8. Limitations and Assumptions

  1. Accrual schedule assumed, not specified. The actual HIMALAYA accrual schedule was not available. The assumed ramp (25/60/72 per month) completes enrollment approximately 5 months earlier than the sponsor’s projected IA2 timing (25 vs. 30 months). Power estimates are computed at the correct event counts, not at a fixed calendar time, so this mismatch does not invalidate the power OCs. It does mean the power numbers are achieved under an implicitly faster follow-up trajectory, which may marginally overestimate power relative to the actual trial if the slower accrual gave patients less mature follow-up at each event trigger.

  2. NPH translation — averaging convention. The post-delay HR (h = 0.6616) was derived using an event-time-weighted average under Arm D’s exponential survival. Other averaging conventions (e.g., calendar-weighted, restricted-mean based, or weighted by the combined event density from both arms) would yield slightly different values of h and marginally different power. The NPH sensitivity in §7.6 brackets the translation uncertainty by varying the delay length rather than the averaging convention; varying the averaging convention would produce a similar range.

  3. Unstratified analysis. The SAP uses stratified log-rank and stratified Cox by etiology, ECOG, and macrovascular invasion. Unstratified analysis, as implemented here, is slightly less powerful. Power estimates are therefore conservative relative to the protocol’s pre-specified analysis.

  4. H2 NI CI construction. The upper CI bound is derived from the Wald statistic (SE = log_HR_estimate / z_Wald). For very small A+D event counts this approximation can be imprecise; at IA2 the A+D count is approximately 453, and at FA approximately 560, where the Wald approximation is adequate.

  5. ORR at IA1 out of scope. The IA1 ORR / duration-of-response analysis (α = 0.001, two-sided) is not simulated. The FWER verification covers only the H1/H2/H3 chain (α = 0.049, two-sided).
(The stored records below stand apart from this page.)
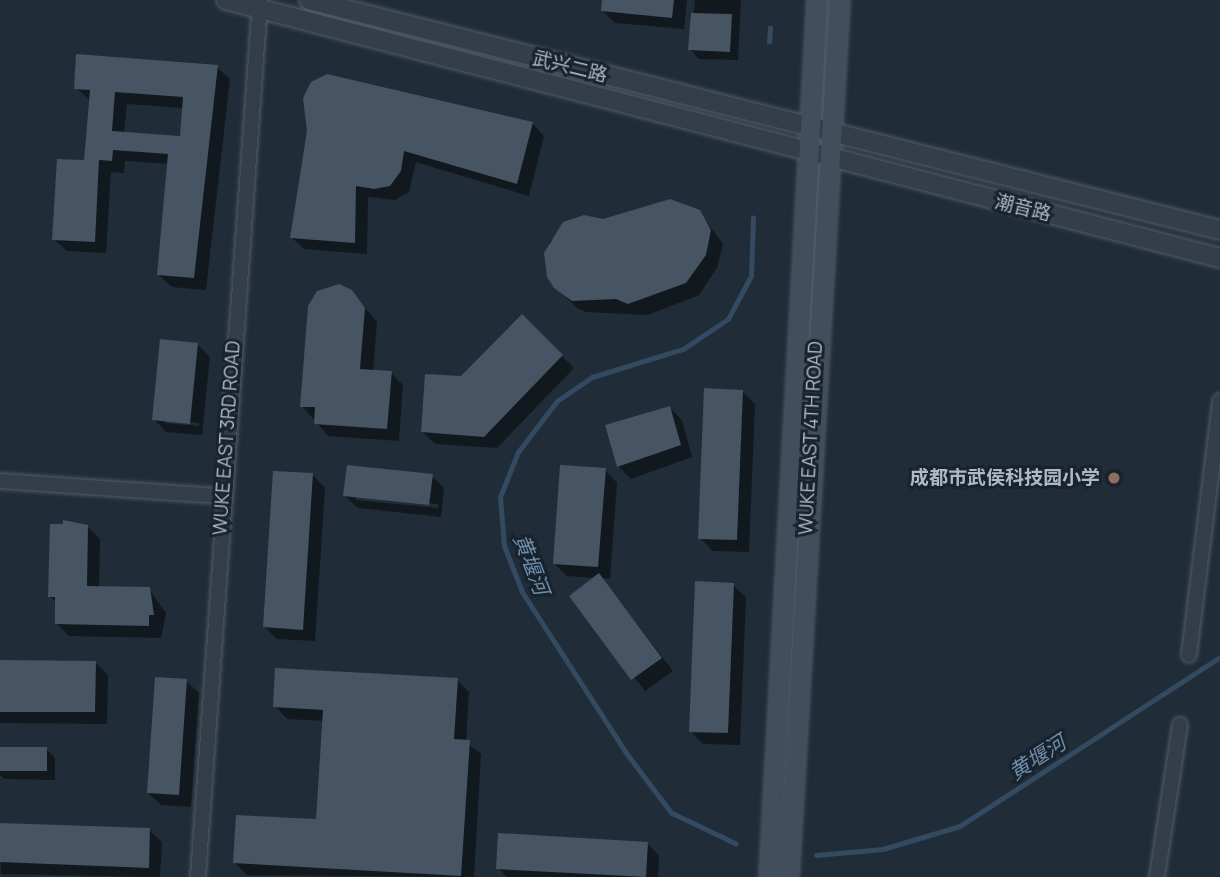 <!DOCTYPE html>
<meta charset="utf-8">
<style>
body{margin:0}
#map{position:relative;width:1220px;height:877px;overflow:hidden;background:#202d39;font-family:Manrope,"Noto Sans SC",sans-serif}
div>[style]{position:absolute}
.shadow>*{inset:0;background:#0007}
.stream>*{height:4.5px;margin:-2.25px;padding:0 2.25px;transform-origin:2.25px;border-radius:2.25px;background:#334a61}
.building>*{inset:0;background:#465463}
.roads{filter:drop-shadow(0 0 2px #515c67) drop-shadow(0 0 2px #515c67)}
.minor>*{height:14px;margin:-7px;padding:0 7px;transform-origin:7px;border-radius:7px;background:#343e49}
.tertiary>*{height:18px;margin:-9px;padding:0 9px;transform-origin:9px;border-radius:9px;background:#343e49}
.secondary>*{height:19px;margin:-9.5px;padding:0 9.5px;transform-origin:9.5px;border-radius:9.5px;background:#424e5c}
.dots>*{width:19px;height:19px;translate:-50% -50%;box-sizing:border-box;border:4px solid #19232e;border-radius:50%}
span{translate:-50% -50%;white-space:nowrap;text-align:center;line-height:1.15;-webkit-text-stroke:6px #19232e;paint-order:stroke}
.street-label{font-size:19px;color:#aeb9c6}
.poi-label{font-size:19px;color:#aeb9c6;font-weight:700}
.right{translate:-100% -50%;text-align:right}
.water-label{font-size:21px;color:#6e8daa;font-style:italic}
</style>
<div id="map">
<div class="shadow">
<i style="clip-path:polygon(604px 0,687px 0,684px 29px,615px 23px,603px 11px)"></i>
<i style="clip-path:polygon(695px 0,741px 0,738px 60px,699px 59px,690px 49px)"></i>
<i style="clip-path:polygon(evenodd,217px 67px,230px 79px,206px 290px,172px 287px,159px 275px,169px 164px,125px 161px,124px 173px,111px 172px,106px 253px,67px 251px,54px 239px,86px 162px,91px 101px,76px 88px,217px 67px,127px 104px,183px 108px,181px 138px,124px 133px,127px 104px)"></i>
<i style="clip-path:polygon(327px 76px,532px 123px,544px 136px,529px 196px,416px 162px,409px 192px,395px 200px,368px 197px,367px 254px,304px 249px,291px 237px)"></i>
<i style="clip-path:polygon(670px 200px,699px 211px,723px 244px,717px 268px,699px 295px,648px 315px,586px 312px,577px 308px,564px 295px,546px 253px,550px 241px,574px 219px,603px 220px)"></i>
<i style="clip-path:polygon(338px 286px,351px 291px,377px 322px,373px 371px,391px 373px,403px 385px,399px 441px,328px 436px,302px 406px,313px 298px,327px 287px)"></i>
<i style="clip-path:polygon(522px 317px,574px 368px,497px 448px,435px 444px,423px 432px,462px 378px)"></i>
<i style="clip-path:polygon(evenodd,197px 344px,210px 357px,202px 435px,166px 432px,154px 419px,197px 344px,165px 420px,199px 423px,199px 426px,165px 423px,165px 420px)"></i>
<i style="clip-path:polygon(743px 392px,755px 404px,749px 552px,713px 551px,700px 538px)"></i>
<i style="clip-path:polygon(670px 408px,682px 420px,692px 457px,631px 479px,619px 467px,607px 427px)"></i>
<i style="clip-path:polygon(605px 470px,617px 483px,610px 579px,602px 578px,673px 671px,645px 691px,571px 596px,595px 578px,567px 576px,554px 563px)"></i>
<i style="clip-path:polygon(313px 475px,325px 488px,315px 641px,277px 639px,265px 627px)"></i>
<i style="clip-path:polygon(evenodd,432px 476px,444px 488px,441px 517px,358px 508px,345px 496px,432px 476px,356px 496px,438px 504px,438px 508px,356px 500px,356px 496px)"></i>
<i style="clip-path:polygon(88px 527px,100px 539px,99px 588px,149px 589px,166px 613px,161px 638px,69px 636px,56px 623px,57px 603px,50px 596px)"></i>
<i style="clip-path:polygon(733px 585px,746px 597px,740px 745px,703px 744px,691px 731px)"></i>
<i style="clip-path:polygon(0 662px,95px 662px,108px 675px,107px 724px,0 723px)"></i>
<i style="clip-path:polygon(457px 680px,469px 692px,466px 742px,481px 754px,474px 877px,247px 875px,235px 863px,318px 821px,324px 721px,287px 719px,275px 706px)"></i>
<i style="clip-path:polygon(186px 681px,199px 693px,191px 807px,161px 805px,148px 793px)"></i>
<i style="clip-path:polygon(0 749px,46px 749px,55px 758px,55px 780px,5px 779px,0 775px)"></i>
<i style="clip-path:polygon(0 825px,149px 830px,162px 842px,160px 877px,1px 874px)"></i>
<i style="clip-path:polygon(647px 843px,659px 856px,658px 877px,507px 877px,498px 868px)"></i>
</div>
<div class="stream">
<i style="left:769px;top:42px;width:14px;rotate:-86deg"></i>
<i style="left:736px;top:844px;width:72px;rotate:-154.5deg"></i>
<i style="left:671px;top:813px;width:75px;rotate:-126.9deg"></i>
<i style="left:626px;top:753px;width:192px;rotate:-122.9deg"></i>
<i style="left:522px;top:592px;width:49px;rotate:-111.4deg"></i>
<i style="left:504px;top:546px;width:49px;rotate:-94.7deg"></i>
<i style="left:500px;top:497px;width:48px;rotate:-68.2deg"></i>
<i style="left:518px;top:452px;width:64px;rotate:-52.6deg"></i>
<i style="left:557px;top:401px;width:42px;rotate:-34.4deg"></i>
<i style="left:592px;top:377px;width:95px;rotate:-17.1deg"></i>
<i style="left:683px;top:349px;width:54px;rotate:-33.7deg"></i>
<i style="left:728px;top:319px;width:49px;rotate:-61.9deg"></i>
<i style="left:751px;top:276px;width:58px;rotate:-88deg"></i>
<i style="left:816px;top:855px;width:67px;rotate:-5.1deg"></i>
<i style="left:883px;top:849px;width:80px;rotate:-16.6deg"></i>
<i style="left:960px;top:826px;width:310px;rotate:-33deg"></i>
</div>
<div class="building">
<i style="clip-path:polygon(602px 0,674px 0,672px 18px,601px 11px)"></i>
<i style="clip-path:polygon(691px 13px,732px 14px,730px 52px,688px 50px)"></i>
<i style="clip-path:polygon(evenodd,76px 54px,218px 65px,194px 278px,157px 275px,168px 154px,113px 150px,112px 161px,99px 160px,95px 242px,52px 240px,57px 159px,84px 160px,90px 90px,74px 89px,76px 54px,115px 92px,183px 97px,180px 136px,112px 131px,115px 92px)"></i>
<i style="clip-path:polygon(327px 74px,533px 122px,517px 184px,404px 151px,401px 171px,390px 186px,374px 189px,356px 186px,355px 243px,290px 238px,307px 131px,303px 98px,311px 82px)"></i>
<i style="clip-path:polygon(670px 199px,700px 210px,711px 230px,706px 255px,686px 283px,628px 304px,616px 299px,572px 301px,554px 288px,547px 277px,544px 253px,563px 222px,584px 215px,603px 219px)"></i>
<i style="clip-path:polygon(339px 284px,352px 290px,365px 308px,360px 369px,392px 371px,387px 429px,314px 424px,315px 407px,300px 407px,308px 306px,317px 291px)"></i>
<i style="clip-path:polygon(522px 314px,563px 355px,484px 437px,421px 432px,425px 374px,461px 376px)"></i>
<i style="clip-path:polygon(160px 339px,198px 343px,190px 424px,152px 420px)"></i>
<i style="clip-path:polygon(704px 388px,743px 390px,737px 540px,698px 539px)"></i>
<i style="clip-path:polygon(670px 406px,681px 445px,617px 467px,605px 425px)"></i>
<i style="clip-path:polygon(347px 465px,433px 474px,429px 505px,343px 496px)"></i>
<i style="clip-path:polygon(560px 465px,606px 468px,598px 567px,553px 564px)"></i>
<i style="clip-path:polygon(273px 471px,313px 473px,303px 630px,263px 627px)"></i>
<i style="clip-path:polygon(63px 520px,88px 525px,87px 586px,150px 587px,154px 615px,149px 615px,149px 626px,55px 624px,55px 597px,48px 597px,50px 524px,63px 524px)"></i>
<i style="clip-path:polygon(599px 573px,662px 658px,631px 680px,569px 596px)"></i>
<i style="clip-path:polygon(695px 581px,734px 583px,728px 733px,689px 732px)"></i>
<i style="clip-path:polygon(0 660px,96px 661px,95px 712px,0 712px)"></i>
<i style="clip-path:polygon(275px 668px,458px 678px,454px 739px,470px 740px,461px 876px,233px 863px,236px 815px,316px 819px,323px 710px,273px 707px)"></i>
<i style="clip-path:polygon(155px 677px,187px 679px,179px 795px,147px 793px)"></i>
<i style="clip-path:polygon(0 747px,47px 747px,47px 771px,0 771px)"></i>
<i style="clip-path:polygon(0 823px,150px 828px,149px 868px,0 862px)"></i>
<i style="clip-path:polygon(498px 833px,648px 842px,646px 877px,496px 869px)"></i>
</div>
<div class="roads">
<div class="minor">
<i style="left:0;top:481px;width:223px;rotate:3.9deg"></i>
<i style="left:1189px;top:655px;width:256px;rotate:-83deg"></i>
<i style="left:198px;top:877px;width:878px;rotate:-85.95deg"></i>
<i style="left:1157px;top:877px;width:154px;rotate:-81.4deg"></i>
</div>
<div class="tertiary">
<i style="left:226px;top:0;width:1027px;rotate:14.55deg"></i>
<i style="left:309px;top:0;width:940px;rotate:14.17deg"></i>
</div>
<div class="secondary">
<i style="left:769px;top:877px;width:878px;rotate:-86.87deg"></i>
<i style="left:788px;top:877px;width:878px;rotate:-86.67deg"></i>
</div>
</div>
<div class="dots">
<i style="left:1114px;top:478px;background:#8d6e63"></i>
</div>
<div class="street-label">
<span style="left:570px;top:67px;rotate:14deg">武兴二路</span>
<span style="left:1023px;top:208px;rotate:14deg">潮音路</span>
<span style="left:227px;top:438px;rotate:-86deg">WUKE EAST 3RD ROAD</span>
<span style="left:811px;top:438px;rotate:-87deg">WUKE EAST 4TH ROAD</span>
</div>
<div class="poi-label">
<span class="right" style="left:1100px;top:478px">成都市武侯科技园小学</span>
</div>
<div class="water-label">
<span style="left:532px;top:564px;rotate:69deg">黄堰河</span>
<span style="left:1037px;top:757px;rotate:-33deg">黄堰河</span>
</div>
</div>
  6. Simulation never stops early. TrialSimulator runs all milestones (IA2 and FA) in every replicate regardless of whether H1 would trigger an early stop in a real trial. The early-stop probability for H1 is derived post-hoc as the IA2-only rejection rate; expected study duration under an early-stop rule would need to be computed from saved decision flags if required.

  7. H3 power interpretation. H3 superiority is conditional on H2 NI being achieved, which itself is conditional on H1 being achieved. The reported cumulative H3 power (50.7%) is the unconditional probability across all replicates; the conditional power given H1 and H2 success is considerably higher.